I am not worried about the work. I’m more than qualified to be there. I’m worried about how sensitive I am. By reverse-engineering how I relate to the world over the last year or so, I feel particularly raw and vulnerable. I don’t want to fall into my old ways of overachieving to prove myself to some uncaring, never satisfied, construct in my brain. I want to be real. But, being real right now comes with a lot of anxiety. Having to prove myself to others comes with a lot of traumatic emotional memories that I’m in the process of unraveling. I wish I could stand firm in the confidence of who I know I really am, but I have to admit that right now, I am nervous and fearful of being discredited and misunderstood.
The last couple days I have been in many new rooms, meeting many new people, repeatedly having to respond to an extremely loaded question. “Tell me about your background.” In my field, the subtext is almost always asking, “How important are you? Are you more important than me? Where are you on the food chain?” It almost always involves a lot of name dropping and swagger. And, of course, inevitably, how one answers determines how one will be treated. In so many circumstances, I feel this question gets people off topic from a much more relevant, important topic: What can we do today, collectively, to make our little corner of the world a better place?
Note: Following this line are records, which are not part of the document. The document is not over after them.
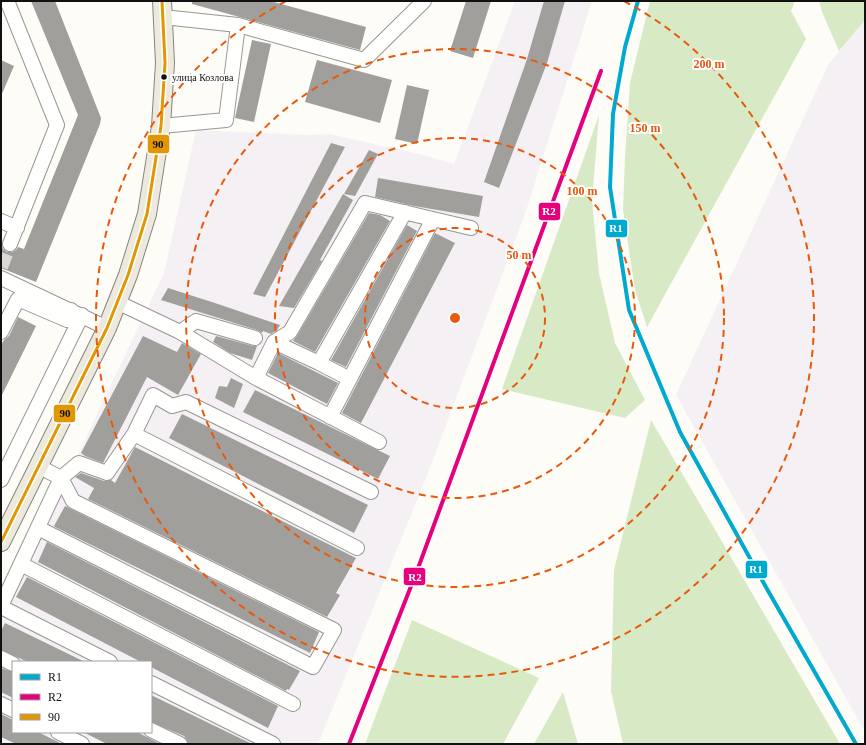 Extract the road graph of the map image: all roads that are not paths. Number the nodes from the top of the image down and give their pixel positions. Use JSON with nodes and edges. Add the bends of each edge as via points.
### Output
{"nodes":[{"id":1,"x":424,"y":1,"type":"edge"},
{"id":2,"x":10,"y":2,"type":"edge"},
{"id":3,"x":162,"y":9,"type":"edge"},
{"id":4,"x":238,"y":25,"type":"junction"},
{"id":5,"x":161,"y":126,"type":"junction"},
{"id":6,"x":405,"y":212,"type":"junction"},
{"id":7,"x":433,"y":219,"type":"junction"},
{"id":8,"x":1,"y":221,"type":"edge"},
{"id":9,"x":17,"y":228,"type":"junction"},
{"id":10,"x":471,"y":228,"type":"dead end"},
{"id":11,"x":10,"y":244,"type":"tunnel mouth"},
{"id":12,"x":1,"y":278,"type":"edge"},
{"id":13,"x":117,"y":302,"type":"junction"},
{"id":14,"x":77,"y":313,"type":"junction"},
{"id":15,"x":107,"y":328,"type":"junction"},
{"id":16,"x":1,"y":332,"type":"edge"},
{"id":17,"x":180,"y":332,"type":"junction"},
{"id":18,"x":255,"y":338,"type":"dead end"},
{"id":19,"x":274,"y":342,"type":"junction"},
{"id":20,"x":319,"y":362,"type":"junction"},
{"id":21,"x":256,"y":378,"type":"junction"},
{"id":22,"x":350,"y":379,"type":"junction"},
{"id":23,"x":330,"y":417,"type":"junction"},
{"id":24,"x":134,"y":434,"type":"junction"},
{"id":25,"x":379,"y":442,"type":"dead end"},
{"id":26,"x":38,"y":466,"type":"junction"},
{"id":27,"x":61,"y":478,"type":"junction"},
{"id":28,"x":1,"y":480,"type":"edge"},
{"id":29,"x":371,"y":492,"type":"dead end"},
{"id":30,"x":38,"y":528,"type":"junction"},
{"id":31,"x":1,"y":542,"type":"edge"},
{"id":32,"x":357,"y":548,"type":"dead end"},
{"id":33,"x":21,"y":564,"type":"junction"},
{"id":34,"x":1,"y":607,"type":"edge"},
{"id":35,"x":1,"y":658,"type":"edge"},
{"id":36,"x":108,"y":661,"type":"edge"},
{"id":37,"x":12,"y":664,"type":"edge"},
{"id":38,"x":152,"y":684,"type":"edge"},
{"id":39,"x":1,"y":704,"type":"edge"},
{"id":40,"x":293,"y":704,"type":"dead end"},
{"id":41,"x":12,"y":710,"type":"edge"},
{"id":42,"x":152,"y":730,"type":"edge"},
{"id":43,"x":60,"y":733,"type":"edge"},
{"id":44,"x":82,"y":744,"type":"edge"},
{"id":45,"x":180,"y":744,"type":"edge"},
{"id":46,"x":273,"y":744,"type":"edge"}],
"edges":[{"from":1,"to":4,"type":"lane","via":[[364,60]]},
{"from":2,"to":9,"type":"lane","via":[[57,125]]},
{"from":3,"to":4,"type":"lane"},
{"from":3,"to":5,"type":"main road","via":[[165,63]]},
{"from":4,"to":5,"type":"lane","via":[[226,120]]},
{"from":5,"to":13,"type":"main road","via":[[147,214]]},
{"from":6,"to":7,"type":"lane"},
{"from":6,"to":19,"type":"lane","via":[[366,203],[290,332]]},
{"from":6,"to":20,"type":"lane"},
{"from":7,"to":10,"type":"lane"},
{"from":7,"to":22,"type":"lane"},
{"from":8,"to":9,"type":"lane"},
{"from":9,"to":11,"type":"lane"},
{"from":12,"to":14,"type":"lane"},
{"from":13,"to":15,"type":"main road"},
{"from":13,"to":17,"type":"lane"},
{"from":14,"to":15,"type":"lane"},
{"from":14,"to":16,"type":"lane","via":[[67,320],[18,299]]},
{"from":14,"to":28,"type":"lane"},
{"from":15,"to":26,"type":"main road"},
{"from":17,"to":18,"type":"lane","via":[[196,321]]},
{"from":17,"to":21,"type":"lane"},
{"from":19,"to":20,"type":"lane"},
{"from":19,"to":21,"type":"lane"},
{"from":20,"to":22,"type":"lane"},
{"from":21,"to":23,"type":"lane"},
{"from":22,"to":23,"type":"lane"},
{"from":23,"to":25,"type":"lane"},
{"from":24,"to":27,"type":"lane","via":[[107,473],[79,463]]},
{"from":24,"to":29,"type":"lane","via":[[153,396],[172,406],[186,402]]},
{"from":24,"to":32,"type":"lane"},
{"from":26,"to":27,"type":"lane"},
{"from":26,"to":31,"type":"main road"},
{"from":27,"to":30,"type":"lane"},
{"from":27,"to":30,"type":"lane","via":[[72,501],[334,630],[313,667]]},
{"from":30,"to":33,"type":"lane"},
{"from":33,"to":34,"type":"lane"},
{"from":33,"to":40,"type":"lane"},
{"from":34,"to":36,"type":"lane"},
{"from":35,"to":37,"type":"lane"},
{"from":38,"to":46,"type":"lane"},
{"from":39,"to":41,"type":"lane"},
{"from":42,"to":45,"type":"lane"},
{"from":43,"to":44,"type":"lane"}]} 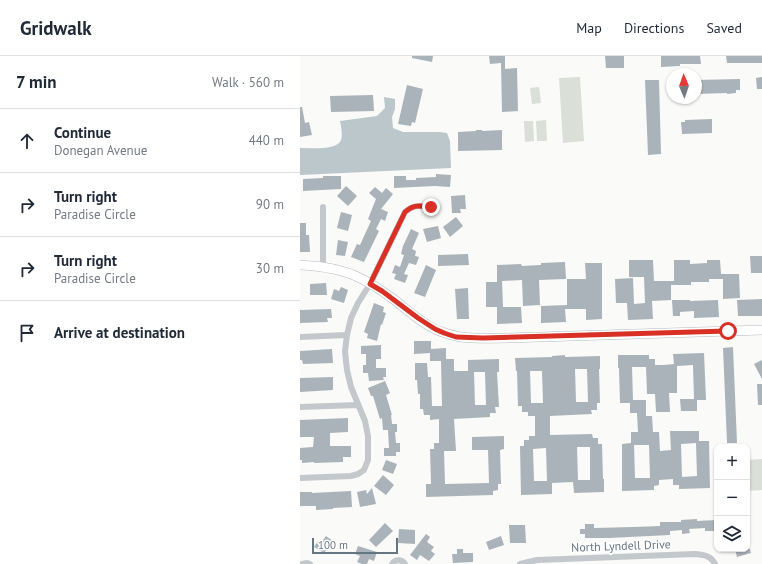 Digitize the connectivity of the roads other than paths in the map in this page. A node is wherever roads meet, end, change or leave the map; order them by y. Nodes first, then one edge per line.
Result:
1 (322, 207) dead end
2 (431, 207) dead end
3 (300, 265) edge
4 (323, 267) junction
5 (370, 284) junction
6 (762, 330) edge
7 (347, 335) junction
8 (300, 337) edge
9 (358, 405) junction
10 (300, 407) edge
11 (300, 478) edge
12 (610, 561) edge
13 (523, 563) edge
14 (302, 564) edge
15 (310, 564) edge
16 (392, 564) edge
17 (405, 564) edge
18 (715, 564) edge

1 - 4 street
2 - 5 street
3 - 4 street
4 - 5 street
5 - 6 street
5 - 7 street
7 - 8 street
7 - 9 street
9 - 10 street
9 - 11 street
12 - 13 street, North Lyndell Drive
12 - 18 street, North Lyndell Drive
14 - 15 street
16 - 17 street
Because I hate the implications of “tell me about your background” so much, my knee-jerk reaction is to underplay it. I would much rather have people respect me for being a kind human being than a mover and a shaker. I’m honest, but I refuse to self-inflate, so it sounds like a comparably humble answer. Some people blow me off, and it hurts.
Surely, I’m not the only one who bristles when asked this question. For all the brilliance and accomplishment of people in my field, there is also a shitload of insecurity and emotional baggage. What I’ve found is that many people just haven’t dealt with their issues. They don’t realize how much their egos are driving them. I do my very best to respond to a person’s character, not their resume, but there are so many in my field who are driven by the opposite.
I am kind and soft-spoken. I smile and make a point to make eye contact. I am firm, but nice. I am approachable, and I am at my best when I am leading and mentoring others. I like these things about myself. But unfortunately, I find myself in a position with some colleagues where I feel belittled and put down for being this way. I don’t know if it’s my extreme sensitivity or their lack of emotional intelligence. I don’t know if it’s me projecting my experience of narcissistic abuse, or if they are true narcs. It feels complicated to sort it all out right now. All I know is that by the end of the week, I was physically shaking from nerves and exhaustion.
My rational brain is trying to coach me. It’s normal for a new job to be stressful. It’s normal to feel nervous about new situations. My reptilian brain isn’t listening, it’s just spazzing out. This weekend, I will pull from my big bag of tricks to try to manage and calm down. Encouragement and good vibes welcomed.